While Alston, Lynn and catcher Jason Castro conferred, the scoreboard down the left-field line registered the event: One of the six dots next to the Twins logo disappeared. The Twins had only five mound visits remaining.

Minnesota has visited three stadiums since departing spring training, and MLB’s new rule about mound visits, established in hopes of improving the flow of games, has been evident in three different ways on scoreboards: a box labeled Mound Visits on Washington’s main board, a column reading “MVR” (mound visits remaining) in the linescore totals in Baltimore, and the sideboard dots in Pittsburgh.

The effect has been much less evident on the field.

“It’s been pretty much a nonfactor for us, so far,” said Twins manager Paul Molitor, whose team has been charged with a mere five visits in four games. “They don’t carry over, unfortunately.”

But the Twins, who had an off day Tuesday, have spent time evaluating what effect the rule might have, and discussed some ways to deal with it. Molitor knows that there inevitably will be games when the rule might come into play.

“If you want to put a play on late in a close game, make sure the infielders are all on the same page, you’ll need to be aware that you have to have one available,” he said. “You don’t want to be careless about it.”

That’s why both Twins catchers say, in instances where they want to discuss strategy or get the signs right, they look to the dugout before trotting out to the mound, in effect to get Molitor’s OK. “We’ve talked about checking first, making sure [the coaches are] aware of why it’s necessary,” said Mitch Garver, backup to Castro this season. “Just don’t waste them is the message.”

And even Alston, when he sees something he wants corrected, makes sure Molitor is OK with going out, “which is probably a good way to start,” the manager said.

Players and managers are still getting used to the boundaries and definitions that might come into play.
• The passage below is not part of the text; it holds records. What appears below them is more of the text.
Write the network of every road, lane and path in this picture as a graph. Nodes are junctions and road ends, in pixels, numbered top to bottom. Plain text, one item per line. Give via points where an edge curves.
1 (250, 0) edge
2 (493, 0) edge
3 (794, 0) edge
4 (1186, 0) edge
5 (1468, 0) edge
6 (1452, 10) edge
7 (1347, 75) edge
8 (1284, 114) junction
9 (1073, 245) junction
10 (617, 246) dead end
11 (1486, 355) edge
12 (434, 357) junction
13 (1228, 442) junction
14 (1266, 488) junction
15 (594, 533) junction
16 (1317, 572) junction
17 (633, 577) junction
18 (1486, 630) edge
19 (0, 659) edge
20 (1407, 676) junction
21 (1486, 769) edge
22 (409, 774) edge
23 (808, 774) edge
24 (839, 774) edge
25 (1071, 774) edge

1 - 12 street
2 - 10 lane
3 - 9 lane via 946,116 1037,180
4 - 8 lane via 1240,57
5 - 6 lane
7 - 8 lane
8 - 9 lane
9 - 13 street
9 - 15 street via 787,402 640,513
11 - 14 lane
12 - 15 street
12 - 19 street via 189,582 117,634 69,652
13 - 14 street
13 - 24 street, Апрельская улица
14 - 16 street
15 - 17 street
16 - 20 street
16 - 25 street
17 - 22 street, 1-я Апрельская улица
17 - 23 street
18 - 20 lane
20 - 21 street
If a pinch-hitter is announced, he’s allowed to confer with the pitcher without being charged with a visit, and they can chat during a replay or injury delay, too.
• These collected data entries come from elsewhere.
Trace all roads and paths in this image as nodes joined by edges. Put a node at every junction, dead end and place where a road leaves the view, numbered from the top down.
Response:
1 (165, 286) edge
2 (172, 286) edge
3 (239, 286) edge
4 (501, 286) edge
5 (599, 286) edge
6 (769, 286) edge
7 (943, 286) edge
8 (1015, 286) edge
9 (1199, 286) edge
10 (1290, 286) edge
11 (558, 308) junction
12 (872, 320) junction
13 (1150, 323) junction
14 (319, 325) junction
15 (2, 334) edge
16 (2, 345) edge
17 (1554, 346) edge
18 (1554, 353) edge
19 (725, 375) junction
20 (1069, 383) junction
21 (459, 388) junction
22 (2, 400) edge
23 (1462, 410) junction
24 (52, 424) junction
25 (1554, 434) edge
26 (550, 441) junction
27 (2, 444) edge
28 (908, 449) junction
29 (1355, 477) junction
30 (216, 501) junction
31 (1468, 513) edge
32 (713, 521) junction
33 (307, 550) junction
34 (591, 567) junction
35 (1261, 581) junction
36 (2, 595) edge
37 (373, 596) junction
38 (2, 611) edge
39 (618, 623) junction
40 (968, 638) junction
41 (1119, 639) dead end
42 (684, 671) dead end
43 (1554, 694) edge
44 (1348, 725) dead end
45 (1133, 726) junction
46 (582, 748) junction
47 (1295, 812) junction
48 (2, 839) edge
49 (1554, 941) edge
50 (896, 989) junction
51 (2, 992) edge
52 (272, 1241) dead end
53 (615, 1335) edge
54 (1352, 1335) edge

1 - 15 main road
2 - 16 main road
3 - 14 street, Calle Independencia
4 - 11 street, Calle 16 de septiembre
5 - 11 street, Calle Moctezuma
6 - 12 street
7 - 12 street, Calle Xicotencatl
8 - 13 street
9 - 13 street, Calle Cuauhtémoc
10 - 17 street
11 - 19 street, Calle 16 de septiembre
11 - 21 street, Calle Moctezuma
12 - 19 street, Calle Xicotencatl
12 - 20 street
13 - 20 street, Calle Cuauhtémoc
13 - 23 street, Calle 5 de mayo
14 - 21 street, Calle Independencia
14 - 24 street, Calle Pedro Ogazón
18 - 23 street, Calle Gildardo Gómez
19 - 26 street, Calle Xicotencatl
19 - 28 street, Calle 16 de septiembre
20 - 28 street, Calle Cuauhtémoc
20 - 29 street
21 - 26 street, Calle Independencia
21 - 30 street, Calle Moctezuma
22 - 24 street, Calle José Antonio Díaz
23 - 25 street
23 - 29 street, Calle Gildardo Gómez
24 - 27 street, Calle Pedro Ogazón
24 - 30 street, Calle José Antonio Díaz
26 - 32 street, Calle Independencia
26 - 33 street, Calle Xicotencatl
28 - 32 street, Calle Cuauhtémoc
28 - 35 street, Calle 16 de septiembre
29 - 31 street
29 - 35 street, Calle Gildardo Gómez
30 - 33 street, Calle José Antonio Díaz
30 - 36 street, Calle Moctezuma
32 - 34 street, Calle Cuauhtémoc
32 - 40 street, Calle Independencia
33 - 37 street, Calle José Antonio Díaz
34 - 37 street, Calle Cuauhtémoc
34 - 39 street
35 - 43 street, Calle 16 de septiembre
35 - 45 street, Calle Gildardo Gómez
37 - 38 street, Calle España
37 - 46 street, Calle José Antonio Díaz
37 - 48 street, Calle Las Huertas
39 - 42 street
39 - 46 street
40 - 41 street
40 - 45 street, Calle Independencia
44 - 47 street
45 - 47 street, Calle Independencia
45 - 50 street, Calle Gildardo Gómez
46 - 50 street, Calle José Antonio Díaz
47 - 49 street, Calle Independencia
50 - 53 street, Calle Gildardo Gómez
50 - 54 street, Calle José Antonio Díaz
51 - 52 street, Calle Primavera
Castro said for any broad message to the pitcher — watch the runner, the infield is in, etc. — he might just yell from the plate area, when in days past he might have jogged out for a brief chat. “You can give some verbal commands from your area, but I don’t know if there’s a cutoff point, a line you can’t cross,” Castro said. “I’m not sure how much space you have to cover for it to be a visit, but I don’t anticipate testing that line.”

He has made a few adjustments, though, like spending more time talking about the upcoming hitters with the pitcher between innings. “That way, in the event that you have to go out there, it’s to give the guy a break, not to talk strategy,” Castro said. “I’m not a guy who typically likes to make a ton of them, but if things aren’t going well, you’ve got to make visits. If we’re having to make four, five, six mound visits, that’s probably not a great sign.”

Molitor believes the rule will come into play as more inexperienced pitchers reach the majors late in the year; for now, he’s using veterans who don’t need in-game conferences, for the most part.

To Castro, the rule change that he’s paying more attention to is the reduction in time between innings to 2 minutes, 5 seconds.

“That came up in spring training — I need to be cognizant of making sure, when a reliever comes in, that we’re on the same page with signs, but I have to leave enough time for him to get his warmups,” Castro said. “That was the bigger challenge. If it takes me calling down to the bullpen between innings, we’ll see if that’s how we go.”

The new rules may seem arbitrary, especially since the effects figure to be subtle — fewer stoppages in the late innings of close games. The goal isn’t necessarily to reduce game times, but to make the games flow better.

“I can see the usefulness. Too many stops isn’t good,” Brian Dozier said earlier this spring. “Just as long as we’re not changing the fundamentals of the game.”

And mound visits? They’re not always effective anyway.

After Alston visited Lynn on Monday, Moran hit a 3-2 pitch into the seats for a grand slam.